Rick Bensignor (pictured), chief market strategist at Merlin Securities in New York, uses the indicator on a daily basis to give him a feel for which markets may be at or near a turn. He stresses however that he never uses the DSI in isolation. “I never use the DSI by itself, nor should anyone else. It merely flags up a market that may be overbought or oversold. I then look at other indicators, such as Tom DeMark's, to confirm a possible turn."
The bullishness is measured as a percentage of “bulls”. Bensignor uses 15% and below as the oversold threshold level and 85% and above as the overbought level. Because it is a contrarian indicator, a low reading is bullish and a high one bearish. Table 1 shows the DSI for June 12-18 (see Figure 1 below).
Looking at the S&P500, Bensignor has noted that the DSI has approached all time lows in recent weeks. The all-time low for the S&P was 3% reached on March 10, 2009. It fell to another low of 5% on October 3, 2011. With its DSI having recently fallen back to 5% again, the S&P has recovered in recent days. “A market needs to remain below 15 or above 85 for several days for the reading to be meaningful” he says. “There may then be a lag of up to a few weeks before actual prices change direction”. (See Figure 2 below).
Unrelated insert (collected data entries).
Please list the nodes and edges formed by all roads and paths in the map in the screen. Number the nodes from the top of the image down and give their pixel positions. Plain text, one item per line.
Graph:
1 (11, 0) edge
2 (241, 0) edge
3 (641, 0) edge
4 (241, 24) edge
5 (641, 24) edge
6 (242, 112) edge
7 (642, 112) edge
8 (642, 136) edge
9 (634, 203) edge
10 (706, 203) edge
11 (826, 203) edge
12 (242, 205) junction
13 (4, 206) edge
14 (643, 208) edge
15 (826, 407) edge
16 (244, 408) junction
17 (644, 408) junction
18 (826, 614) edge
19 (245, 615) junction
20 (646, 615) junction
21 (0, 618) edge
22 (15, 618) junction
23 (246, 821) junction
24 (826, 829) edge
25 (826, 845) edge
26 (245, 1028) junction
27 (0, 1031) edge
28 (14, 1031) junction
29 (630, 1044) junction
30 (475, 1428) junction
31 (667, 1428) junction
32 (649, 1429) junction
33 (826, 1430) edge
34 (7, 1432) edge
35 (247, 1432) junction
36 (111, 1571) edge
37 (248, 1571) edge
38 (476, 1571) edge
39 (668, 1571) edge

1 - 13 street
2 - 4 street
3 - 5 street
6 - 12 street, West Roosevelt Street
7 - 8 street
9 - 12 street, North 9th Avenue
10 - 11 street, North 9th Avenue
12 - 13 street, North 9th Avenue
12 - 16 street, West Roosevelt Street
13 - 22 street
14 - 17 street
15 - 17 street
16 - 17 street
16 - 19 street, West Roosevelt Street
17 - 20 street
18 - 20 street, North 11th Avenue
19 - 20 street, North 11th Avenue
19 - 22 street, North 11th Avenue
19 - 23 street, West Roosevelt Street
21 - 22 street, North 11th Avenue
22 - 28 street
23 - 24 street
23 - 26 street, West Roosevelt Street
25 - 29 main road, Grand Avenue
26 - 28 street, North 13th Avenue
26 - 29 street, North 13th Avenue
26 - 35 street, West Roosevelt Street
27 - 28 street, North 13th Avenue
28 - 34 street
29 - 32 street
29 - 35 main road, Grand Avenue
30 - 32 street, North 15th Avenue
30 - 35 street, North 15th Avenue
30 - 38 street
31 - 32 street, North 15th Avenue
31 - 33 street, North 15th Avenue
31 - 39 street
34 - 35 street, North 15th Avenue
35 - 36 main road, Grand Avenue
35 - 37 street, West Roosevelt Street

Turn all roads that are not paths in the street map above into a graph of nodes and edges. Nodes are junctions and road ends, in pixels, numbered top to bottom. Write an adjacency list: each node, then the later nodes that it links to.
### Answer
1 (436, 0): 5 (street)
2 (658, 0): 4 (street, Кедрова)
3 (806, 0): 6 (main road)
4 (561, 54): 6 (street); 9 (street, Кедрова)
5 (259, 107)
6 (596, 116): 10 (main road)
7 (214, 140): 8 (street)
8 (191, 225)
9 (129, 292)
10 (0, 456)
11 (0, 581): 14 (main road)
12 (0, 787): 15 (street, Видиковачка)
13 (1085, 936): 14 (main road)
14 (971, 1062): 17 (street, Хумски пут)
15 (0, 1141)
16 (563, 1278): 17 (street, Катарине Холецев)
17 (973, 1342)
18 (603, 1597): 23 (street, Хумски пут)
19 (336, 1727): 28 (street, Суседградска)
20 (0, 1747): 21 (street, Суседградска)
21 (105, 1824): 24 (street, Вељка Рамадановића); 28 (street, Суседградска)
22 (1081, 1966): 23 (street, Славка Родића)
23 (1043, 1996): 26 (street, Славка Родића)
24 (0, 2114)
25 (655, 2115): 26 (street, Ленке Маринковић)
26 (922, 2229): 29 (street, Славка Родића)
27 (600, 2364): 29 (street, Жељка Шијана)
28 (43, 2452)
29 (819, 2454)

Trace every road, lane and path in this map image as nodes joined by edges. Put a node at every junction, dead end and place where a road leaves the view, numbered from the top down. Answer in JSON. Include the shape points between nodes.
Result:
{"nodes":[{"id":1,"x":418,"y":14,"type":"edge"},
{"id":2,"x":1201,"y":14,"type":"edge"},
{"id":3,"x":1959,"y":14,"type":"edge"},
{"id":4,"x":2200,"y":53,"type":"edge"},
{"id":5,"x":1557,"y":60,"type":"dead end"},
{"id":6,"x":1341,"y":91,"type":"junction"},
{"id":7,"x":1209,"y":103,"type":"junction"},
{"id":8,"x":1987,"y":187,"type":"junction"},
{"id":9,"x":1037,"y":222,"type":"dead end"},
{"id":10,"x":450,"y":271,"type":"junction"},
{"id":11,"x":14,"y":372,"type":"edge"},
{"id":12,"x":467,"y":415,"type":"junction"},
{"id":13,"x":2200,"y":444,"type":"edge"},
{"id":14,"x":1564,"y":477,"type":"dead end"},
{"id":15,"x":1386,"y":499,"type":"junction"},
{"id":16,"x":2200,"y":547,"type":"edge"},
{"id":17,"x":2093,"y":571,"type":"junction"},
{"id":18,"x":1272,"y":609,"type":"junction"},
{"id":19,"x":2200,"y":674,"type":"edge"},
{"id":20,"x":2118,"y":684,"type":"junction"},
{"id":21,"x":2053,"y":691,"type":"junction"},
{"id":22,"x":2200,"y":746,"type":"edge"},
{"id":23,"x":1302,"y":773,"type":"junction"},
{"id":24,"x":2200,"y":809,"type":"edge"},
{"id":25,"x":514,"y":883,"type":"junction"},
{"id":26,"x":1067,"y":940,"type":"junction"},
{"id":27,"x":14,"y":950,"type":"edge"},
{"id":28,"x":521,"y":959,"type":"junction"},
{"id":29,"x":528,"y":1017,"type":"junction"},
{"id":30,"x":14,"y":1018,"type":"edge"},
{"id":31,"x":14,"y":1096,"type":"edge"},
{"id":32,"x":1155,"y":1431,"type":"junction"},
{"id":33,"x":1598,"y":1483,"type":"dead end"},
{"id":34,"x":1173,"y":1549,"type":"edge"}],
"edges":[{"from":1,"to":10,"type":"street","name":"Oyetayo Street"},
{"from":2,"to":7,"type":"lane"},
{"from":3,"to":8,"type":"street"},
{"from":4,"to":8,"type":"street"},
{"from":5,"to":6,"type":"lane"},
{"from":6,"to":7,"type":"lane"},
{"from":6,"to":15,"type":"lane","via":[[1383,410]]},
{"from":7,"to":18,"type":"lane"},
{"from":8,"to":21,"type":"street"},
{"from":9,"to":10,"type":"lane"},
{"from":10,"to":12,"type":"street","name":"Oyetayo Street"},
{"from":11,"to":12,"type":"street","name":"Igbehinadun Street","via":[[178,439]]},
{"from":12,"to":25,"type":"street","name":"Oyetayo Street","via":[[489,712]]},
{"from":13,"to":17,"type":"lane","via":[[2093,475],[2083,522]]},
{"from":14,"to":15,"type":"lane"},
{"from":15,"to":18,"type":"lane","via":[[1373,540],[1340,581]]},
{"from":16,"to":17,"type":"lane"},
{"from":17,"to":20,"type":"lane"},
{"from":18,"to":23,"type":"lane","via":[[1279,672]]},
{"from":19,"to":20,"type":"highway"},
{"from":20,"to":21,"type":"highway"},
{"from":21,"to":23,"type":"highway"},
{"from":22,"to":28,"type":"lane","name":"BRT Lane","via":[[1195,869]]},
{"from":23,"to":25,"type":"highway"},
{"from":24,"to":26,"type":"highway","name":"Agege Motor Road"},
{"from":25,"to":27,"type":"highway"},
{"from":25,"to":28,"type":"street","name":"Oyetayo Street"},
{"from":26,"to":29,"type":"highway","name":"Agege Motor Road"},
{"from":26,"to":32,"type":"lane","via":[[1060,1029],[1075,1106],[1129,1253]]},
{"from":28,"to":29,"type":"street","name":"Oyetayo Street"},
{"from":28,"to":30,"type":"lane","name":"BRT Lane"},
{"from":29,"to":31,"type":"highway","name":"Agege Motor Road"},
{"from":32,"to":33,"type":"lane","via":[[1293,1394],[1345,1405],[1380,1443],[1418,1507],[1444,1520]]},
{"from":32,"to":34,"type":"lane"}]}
So, which markets are currently at extreme levels? “Coffee is the one to look at for the moment”, says Bensignor. “It is currently at a low of 8% so may be set for a rebound. The euro recently spent some time below 15 but is now back in the twenties. These are the “raw” readings but don’t forget to look at the moving averages as well for a better idea of the long-term trend”.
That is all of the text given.